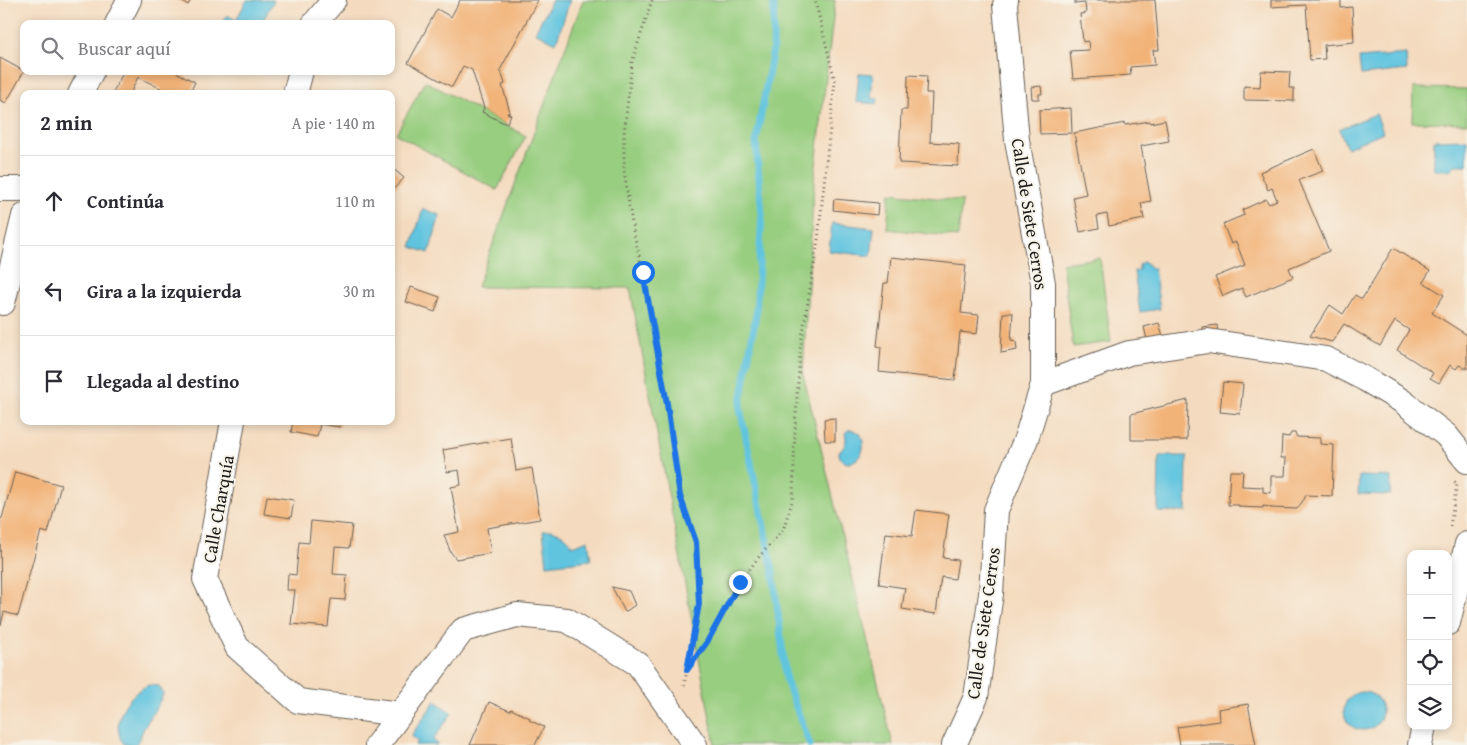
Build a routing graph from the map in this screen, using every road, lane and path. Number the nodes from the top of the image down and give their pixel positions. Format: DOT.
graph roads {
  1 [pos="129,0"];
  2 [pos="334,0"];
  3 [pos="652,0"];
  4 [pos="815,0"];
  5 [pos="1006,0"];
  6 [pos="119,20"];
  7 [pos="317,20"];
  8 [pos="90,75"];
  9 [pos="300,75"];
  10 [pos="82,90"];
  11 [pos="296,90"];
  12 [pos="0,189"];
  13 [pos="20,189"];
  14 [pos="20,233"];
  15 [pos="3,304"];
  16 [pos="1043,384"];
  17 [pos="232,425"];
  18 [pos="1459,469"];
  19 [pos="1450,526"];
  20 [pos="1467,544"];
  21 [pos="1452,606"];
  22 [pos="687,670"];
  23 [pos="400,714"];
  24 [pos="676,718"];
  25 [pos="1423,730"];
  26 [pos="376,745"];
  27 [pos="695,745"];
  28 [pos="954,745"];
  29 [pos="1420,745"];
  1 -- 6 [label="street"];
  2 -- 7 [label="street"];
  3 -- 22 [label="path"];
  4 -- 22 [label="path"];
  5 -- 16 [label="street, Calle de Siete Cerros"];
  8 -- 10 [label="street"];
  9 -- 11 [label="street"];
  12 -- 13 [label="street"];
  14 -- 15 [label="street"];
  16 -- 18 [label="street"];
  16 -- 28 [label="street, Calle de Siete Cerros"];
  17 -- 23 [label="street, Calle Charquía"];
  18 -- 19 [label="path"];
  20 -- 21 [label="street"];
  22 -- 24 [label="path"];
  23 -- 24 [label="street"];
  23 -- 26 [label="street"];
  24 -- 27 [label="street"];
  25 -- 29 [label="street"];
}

┄┄┄┄┄┄

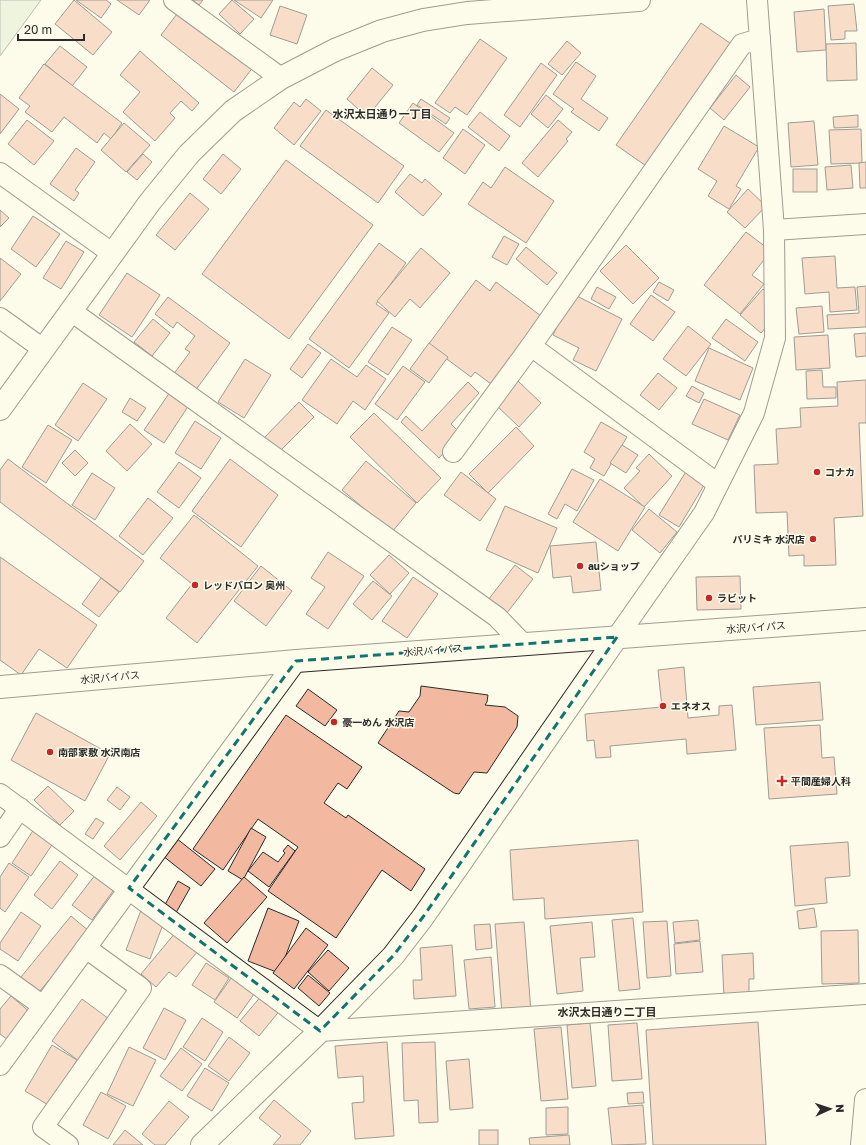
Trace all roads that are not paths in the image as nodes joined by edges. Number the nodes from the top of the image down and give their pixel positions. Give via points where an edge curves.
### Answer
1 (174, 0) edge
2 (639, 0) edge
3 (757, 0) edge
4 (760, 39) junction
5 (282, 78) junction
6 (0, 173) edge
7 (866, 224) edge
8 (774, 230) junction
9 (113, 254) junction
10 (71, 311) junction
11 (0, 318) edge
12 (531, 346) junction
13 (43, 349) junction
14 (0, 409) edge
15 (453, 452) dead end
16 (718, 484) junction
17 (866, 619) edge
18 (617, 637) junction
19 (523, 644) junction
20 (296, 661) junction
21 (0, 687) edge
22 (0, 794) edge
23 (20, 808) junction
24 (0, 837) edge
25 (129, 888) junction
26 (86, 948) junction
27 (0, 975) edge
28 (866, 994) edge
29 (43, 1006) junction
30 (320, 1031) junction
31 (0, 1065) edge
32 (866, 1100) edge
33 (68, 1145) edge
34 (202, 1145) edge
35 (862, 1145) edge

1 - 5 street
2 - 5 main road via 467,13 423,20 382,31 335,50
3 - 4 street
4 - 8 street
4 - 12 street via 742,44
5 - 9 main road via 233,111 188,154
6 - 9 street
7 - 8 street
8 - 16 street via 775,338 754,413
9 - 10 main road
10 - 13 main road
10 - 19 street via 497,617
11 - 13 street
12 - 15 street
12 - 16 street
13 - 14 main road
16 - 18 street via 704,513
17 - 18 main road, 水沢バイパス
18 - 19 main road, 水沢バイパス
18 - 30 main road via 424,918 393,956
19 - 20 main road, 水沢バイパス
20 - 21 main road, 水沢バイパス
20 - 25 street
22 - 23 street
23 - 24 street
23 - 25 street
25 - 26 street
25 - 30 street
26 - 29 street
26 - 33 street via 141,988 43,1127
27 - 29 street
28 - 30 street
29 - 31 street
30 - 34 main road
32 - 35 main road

┄┄┄┄┄┄

#### TO DO:
Every line containing the word "graph" should be copied from the material.

#### SOLUTION TO THIS PROBLEM:
Build a routing graph from the map in this screen, using every road, lane and path. Number the nodes from the top of the image down and give their pixel positions. Format: DOT.
graph roads {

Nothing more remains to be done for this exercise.